**WHAT TO DO**
Only a number is expected here: the count of lines in the data that contain "lane".

-- Opening Marker --

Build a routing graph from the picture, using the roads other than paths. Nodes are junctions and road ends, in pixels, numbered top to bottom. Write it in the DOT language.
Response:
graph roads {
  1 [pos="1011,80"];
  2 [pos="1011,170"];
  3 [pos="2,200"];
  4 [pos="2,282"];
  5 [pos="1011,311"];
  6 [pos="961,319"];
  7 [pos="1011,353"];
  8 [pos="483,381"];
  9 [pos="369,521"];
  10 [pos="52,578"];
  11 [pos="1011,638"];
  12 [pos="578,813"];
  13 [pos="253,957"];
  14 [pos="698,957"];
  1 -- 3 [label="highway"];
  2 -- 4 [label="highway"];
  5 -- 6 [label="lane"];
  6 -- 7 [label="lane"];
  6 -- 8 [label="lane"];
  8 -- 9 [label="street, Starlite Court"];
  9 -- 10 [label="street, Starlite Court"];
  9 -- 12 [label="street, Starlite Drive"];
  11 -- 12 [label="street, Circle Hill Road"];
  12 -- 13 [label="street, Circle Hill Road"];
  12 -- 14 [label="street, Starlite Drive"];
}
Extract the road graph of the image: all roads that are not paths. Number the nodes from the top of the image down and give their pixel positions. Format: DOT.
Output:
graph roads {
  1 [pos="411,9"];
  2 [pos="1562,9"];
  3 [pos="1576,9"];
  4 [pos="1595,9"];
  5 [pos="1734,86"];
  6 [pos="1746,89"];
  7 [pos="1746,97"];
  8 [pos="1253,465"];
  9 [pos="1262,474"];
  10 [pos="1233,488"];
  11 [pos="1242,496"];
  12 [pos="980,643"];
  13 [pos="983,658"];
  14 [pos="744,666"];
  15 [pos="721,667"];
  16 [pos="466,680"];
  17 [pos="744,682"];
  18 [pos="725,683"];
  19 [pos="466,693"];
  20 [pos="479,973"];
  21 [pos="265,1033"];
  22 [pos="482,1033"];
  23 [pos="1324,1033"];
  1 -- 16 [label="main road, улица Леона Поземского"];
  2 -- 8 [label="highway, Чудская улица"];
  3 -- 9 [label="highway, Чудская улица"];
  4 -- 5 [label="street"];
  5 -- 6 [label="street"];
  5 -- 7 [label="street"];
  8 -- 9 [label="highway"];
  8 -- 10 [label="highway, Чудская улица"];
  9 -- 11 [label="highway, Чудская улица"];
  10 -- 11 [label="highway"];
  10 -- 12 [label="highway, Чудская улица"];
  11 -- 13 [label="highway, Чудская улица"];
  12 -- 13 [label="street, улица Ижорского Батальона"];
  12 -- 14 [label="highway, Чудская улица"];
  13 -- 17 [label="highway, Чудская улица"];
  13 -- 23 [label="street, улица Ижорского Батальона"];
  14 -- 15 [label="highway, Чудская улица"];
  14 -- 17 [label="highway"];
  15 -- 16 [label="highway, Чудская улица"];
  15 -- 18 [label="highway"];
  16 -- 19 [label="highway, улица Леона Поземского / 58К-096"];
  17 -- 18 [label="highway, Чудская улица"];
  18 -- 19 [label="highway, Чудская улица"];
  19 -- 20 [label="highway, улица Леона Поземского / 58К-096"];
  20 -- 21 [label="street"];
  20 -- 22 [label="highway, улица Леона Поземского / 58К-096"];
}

-- Closing Marker --

**EXERCISE ANSWER**
3